The heart is filled with joy and celebration, cradled in the
tranquility of equanimity. Nothing is too intense, nor even too happy.
The sweetness calms our hearts and lets respect, gratitude and beauty
blossom, a beauty straight from the heart of the Dhamma. Christine Joly
Each gate, each building, each stone reminds us that Dhamma has prevailed here for many hundreds of years, and that hearts remember it.
This is the heart of Myanmar, the heart of Dhamma, the heart of the Buddha that beats in each of us.
In the film Pilgrimage to the Sacred Land, Goenkaji tells us that it is here in the Sagaing Hills that the purity of the Buddha's practice has been maintained for generation after generation.
It is here that I feel I am living a dream, out of time, where every moment matters, where every heartbeat is unique, where every life shines. Here and now, fully present.
No longer a layperson
In December 2016, my husband and I had the brief experience—only five days (temporary ordinations usually last a minimum of one week)—of being a Buddhist monk and a Buddhist nun. We were ordained in a monastery in the town of Sagaing, where pagodas and stupas crisscross the hills as far as the eye can see, and where monks and nuns abound.

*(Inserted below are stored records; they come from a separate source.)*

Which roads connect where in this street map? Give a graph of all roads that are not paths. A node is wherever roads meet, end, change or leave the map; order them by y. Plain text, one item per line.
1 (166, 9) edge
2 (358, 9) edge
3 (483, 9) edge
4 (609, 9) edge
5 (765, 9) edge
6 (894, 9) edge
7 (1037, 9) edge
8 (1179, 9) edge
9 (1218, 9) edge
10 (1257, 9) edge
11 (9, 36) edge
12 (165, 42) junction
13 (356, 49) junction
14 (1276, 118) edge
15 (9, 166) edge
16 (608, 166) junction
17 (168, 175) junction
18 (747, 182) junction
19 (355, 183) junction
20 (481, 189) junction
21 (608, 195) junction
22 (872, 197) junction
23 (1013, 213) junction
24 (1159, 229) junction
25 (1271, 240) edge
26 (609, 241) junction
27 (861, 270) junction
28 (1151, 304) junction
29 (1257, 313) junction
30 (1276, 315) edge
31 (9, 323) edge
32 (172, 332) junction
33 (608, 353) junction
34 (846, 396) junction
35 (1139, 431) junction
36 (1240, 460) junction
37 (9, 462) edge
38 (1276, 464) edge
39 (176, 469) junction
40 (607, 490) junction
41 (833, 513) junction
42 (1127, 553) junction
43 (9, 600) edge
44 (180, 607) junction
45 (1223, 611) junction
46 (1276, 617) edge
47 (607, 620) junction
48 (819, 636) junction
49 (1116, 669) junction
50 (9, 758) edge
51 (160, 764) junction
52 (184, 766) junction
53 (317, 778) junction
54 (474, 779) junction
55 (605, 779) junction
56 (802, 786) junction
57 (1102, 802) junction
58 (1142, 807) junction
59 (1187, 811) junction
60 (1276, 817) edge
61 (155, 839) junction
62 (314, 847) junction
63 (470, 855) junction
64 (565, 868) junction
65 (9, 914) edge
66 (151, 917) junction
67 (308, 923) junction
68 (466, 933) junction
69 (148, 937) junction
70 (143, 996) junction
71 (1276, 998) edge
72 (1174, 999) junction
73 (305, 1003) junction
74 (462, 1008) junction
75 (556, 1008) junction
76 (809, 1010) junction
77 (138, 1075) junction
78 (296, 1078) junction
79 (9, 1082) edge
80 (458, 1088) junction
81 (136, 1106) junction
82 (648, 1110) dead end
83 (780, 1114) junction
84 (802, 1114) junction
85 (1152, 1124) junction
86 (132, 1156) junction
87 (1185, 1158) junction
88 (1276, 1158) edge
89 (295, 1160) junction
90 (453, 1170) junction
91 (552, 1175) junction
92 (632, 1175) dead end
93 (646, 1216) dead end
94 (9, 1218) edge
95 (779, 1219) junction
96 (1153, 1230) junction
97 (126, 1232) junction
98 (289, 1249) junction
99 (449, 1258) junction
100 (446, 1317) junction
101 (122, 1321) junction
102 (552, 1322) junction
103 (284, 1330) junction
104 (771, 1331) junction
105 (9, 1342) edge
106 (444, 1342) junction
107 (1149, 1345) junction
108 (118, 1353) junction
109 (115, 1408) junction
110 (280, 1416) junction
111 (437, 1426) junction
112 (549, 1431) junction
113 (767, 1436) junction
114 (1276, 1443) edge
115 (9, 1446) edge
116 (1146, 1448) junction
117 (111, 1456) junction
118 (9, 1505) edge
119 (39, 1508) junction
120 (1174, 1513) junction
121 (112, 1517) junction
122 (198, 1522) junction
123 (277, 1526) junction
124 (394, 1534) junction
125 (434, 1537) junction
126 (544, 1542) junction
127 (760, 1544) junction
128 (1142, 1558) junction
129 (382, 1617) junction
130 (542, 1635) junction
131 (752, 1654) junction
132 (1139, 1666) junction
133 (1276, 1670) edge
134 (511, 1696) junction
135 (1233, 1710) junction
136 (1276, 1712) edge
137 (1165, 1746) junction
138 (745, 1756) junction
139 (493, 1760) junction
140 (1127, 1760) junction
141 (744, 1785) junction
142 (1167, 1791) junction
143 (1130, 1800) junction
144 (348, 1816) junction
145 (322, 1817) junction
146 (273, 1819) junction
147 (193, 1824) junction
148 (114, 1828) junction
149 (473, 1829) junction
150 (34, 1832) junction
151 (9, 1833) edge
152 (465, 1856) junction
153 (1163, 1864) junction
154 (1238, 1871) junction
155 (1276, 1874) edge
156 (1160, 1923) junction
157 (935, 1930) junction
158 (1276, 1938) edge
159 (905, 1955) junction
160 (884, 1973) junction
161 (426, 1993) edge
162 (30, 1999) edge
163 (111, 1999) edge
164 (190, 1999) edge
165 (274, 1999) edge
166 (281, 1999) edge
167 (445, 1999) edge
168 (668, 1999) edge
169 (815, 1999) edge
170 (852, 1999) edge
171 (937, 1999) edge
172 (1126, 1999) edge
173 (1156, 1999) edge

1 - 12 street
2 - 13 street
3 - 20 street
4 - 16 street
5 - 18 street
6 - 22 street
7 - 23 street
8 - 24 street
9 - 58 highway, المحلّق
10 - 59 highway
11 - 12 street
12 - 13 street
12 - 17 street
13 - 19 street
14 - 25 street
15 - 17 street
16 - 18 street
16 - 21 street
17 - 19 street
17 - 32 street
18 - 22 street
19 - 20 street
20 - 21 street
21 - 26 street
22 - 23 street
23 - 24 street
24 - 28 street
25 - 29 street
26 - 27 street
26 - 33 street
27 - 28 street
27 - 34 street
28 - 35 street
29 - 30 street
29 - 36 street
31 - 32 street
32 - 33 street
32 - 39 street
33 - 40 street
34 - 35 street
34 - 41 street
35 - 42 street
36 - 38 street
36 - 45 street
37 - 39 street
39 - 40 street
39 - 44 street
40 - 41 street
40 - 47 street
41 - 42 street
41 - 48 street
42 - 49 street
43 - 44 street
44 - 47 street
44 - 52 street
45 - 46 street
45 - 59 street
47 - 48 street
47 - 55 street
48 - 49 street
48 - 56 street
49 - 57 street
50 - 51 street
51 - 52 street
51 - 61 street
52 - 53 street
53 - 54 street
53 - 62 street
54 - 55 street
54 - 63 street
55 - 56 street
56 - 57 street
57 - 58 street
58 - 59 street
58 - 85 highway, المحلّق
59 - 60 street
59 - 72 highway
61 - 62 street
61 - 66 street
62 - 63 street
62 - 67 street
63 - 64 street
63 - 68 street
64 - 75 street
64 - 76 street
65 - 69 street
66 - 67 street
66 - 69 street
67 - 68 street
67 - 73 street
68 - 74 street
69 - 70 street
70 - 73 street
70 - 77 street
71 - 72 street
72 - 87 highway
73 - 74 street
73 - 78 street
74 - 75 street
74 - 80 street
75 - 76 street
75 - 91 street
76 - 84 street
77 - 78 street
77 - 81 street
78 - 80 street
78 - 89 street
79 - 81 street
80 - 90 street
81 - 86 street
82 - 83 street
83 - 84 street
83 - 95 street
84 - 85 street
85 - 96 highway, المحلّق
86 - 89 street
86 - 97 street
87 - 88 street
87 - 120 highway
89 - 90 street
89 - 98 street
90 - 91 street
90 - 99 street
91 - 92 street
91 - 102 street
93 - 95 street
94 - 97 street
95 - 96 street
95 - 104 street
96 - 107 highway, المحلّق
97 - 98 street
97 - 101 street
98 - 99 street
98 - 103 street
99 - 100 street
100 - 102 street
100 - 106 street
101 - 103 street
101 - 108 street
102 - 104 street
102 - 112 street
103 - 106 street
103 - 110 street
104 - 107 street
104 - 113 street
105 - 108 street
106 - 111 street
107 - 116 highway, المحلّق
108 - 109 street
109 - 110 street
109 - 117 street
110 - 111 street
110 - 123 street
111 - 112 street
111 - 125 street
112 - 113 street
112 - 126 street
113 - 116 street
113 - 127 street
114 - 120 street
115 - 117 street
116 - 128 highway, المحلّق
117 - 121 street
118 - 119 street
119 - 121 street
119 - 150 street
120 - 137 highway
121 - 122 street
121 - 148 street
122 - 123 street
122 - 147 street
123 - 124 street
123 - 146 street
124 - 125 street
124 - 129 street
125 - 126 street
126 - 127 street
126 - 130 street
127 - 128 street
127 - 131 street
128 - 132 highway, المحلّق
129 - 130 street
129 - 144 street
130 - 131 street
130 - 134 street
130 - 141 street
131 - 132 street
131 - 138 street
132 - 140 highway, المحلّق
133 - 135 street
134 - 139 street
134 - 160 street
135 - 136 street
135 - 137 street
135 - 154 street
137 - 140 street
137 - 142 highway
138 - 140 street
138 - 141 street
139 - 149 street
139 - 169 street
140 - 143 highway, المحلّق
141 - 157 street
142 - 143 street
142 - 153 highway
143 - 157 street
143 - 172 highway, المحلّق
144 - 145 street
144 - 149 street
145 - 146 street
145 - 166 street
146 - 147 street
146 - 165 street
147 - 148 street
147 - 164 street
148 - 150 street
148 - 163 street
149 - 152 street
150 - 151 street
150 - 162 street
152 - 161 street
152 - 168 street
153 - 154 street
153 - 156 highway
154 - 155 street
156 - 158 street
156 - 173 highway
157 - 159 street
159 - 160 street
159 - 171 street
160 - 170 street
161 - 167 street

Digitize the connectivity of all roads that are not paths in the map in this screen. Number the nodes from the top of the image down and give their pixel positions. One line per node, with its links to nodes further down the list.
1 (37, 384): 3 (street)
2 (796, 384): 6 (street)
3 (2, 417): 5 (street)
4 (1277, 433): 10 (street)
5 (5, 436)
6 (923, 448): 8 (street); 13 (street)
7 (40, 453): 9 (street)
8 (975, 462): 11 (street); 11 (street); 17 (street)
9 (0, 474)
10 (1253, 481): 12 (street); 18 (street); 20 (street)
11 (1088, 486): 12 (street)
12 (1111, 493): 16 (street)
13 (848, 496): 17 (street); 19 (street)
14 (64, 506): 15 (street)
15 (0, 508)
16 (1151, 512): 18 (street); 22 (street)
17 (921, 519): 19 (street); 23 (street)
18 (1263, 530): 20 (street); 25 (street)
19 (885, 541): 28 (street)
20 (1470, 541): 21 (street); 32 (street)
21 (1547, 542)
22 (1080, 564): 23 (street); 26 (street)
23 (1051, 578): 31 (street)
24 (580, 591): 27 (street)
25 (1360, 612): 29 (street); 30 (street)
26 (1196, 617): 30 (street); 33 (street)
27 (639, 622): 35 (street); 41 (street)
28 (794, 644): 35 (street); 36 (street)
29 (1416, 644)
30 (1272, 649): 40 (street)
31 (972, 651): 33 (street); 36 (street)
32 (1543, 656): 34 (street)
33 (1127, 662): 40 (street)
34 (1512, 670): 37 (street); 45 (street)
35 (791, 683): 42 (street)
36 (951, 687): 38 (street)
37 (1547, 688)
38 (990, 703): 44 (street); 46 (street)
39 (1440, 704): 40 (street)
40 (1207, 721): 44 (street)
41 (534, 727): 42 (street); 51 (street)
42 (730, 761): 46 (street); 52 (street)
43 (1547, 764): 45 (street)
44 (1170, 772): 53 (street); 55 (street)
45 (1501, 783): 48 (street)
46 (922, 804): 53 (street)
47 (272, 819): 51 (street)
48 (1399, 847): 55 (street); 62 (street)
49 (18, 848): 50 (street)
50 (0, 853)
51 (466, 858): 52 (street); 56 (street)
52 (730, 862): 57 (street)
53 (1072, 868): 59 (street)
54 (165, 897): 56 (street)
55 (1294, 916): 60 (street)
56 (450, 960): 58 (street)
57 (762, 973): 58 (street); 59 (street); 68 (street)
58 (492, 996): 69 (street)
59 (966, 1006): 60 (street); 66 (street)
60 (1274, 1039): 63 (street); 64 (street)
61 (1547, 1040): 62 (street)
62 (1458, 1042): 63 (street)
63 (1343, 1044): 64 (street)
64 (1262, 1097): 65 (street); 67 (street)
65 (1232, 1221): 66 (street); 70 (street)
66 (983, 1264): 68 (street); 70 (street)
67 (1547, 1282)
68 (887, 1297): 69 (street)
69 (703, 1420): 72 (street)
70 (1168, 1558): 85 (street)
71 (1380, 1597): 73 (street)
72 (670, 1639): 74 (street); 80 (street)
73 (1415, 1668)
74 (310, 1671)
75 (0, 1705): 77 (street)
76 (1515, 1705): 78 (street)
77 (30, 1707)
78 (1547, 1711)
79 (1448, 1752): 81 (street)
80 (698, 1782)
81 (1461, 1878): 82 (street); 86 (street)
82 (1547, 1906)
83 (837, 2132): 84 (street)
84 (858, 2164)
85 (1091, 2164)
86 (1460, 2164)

What I remember is that the ceremony was short but powerful, full of conflicting emotions, accompanied by a feeling of great sadness at having to renounce my husband, my hair, my clothes and my so-called freedom.
I was, at the same time, enraptured, embraced by something beyond me, something that for two days made me cry without knowing the reason.
Retaking the vows
In October 2019, my husband and I decided to be ordained a second time, at the same monastery. Our daily practice of Vipassana meditation, in the tradition of Sayagyi U Ba Khin as taught by S.N. Goenka, carried us through this second attempt. We are on a quest for Truth and Liberation.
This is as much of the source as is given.